When it's time to replace the downhole tools you use at the oilfield at which you work, you can have a fun time looking at all the new features on the latest models. However, you still need to take into account some very basic issues that can make a piece of equipment great or not-great, no matter how many cool features it has. That doesn't mean that the march of technology can't improve on these features, of course. But don't get swayed by bells and whistles that could only end up costing you more.
They Need to Be Stable
Any downhole tool you buy has to be stable. You can't have drills veering off course or other tools suddenly dropping into the well. That puts both the workers and the well in danger. Look for strong, stable connections, even footing for tools that sit outside the well, and better directional control.
They Need to Have State-of-the-Art Communications and Information Systems
When you drill down to create an oil well, you don't have visual confirmation of what's being accomplished; you can go really only by feel unless there's a communications system embedded in the tool that can send information back to a computer.

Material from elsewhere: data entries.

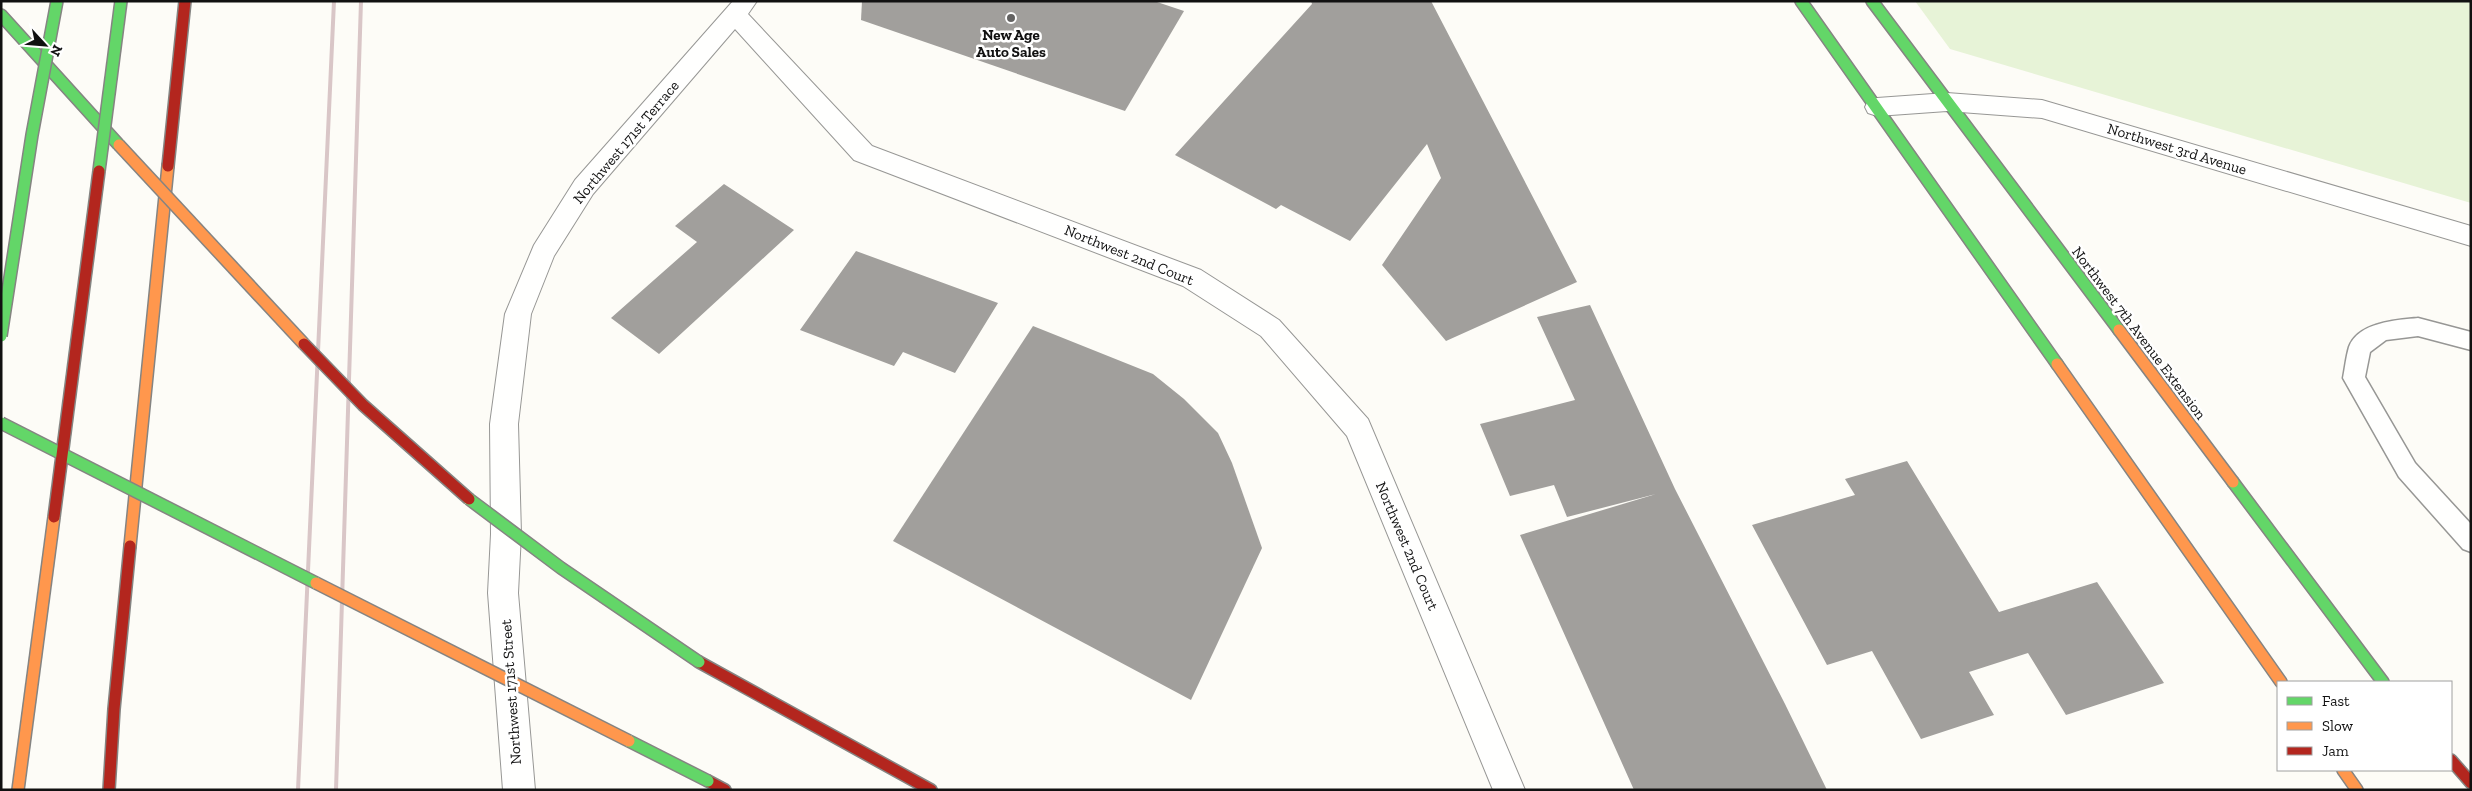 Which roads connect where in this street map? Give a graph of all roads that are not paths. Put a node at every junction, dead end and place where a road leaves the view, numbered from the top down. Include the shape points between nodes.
1 (57, 1) edge
2 (121, 1) edge
3 (185, 1) edge
4 (1801, 1) edge
5 (1872, 1) edge
6 (741, 8) edge
7 (1, 15) edge
8 (1948, 102) junction
9 (1877, 107) junction
10 (2471, 236) edge
11 (1, 336) edge
12 (2471, 341) edge
13 (1, 423) edge
14 (2471, 541) edge
15 (503, 593) joint
16 (2280, 681) edge
17 (2382, 681) edge
18 (2452, 761) edge
19 (2344, 771) edge
20 (2471, 783) edge
21 (18, 790) edge
22 (109, 790) edge
23 (519, 790) edge
24 (725, 790) edge
25 (931, 790) edge
26 (1509, 790) edge
27 (2357, 790) edge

This is one area where advances in technology offer more than cosmetic improvements; this is where you get faster and more real-time information that allows you to continue drilling or suspend operations as soon as is needed.
They Need to Be Strong – and You Still Need Ways to Pull Them out of the Well
It should go without saying that the tools need to be strong, but that also needs to apply to all parts of the tools. You do not want parts breaking off. That being said, accidents happen, and even strong tools can break. That means you have to remember to replace the "fishing" tools used to pull items out of the well. No one wants to think about that part of the job, but you know the value of being prepared. So, get strong parts, but also get those downhole fishing tools just in case you need them.
Do you need to find new oilfield downhole tool solutions? Start looking now so that you have time to comparison-shop and evaluate the models you see. You want to make good decisions, not rushed decisions facing pressure due to broken tools that you need to replace immediately.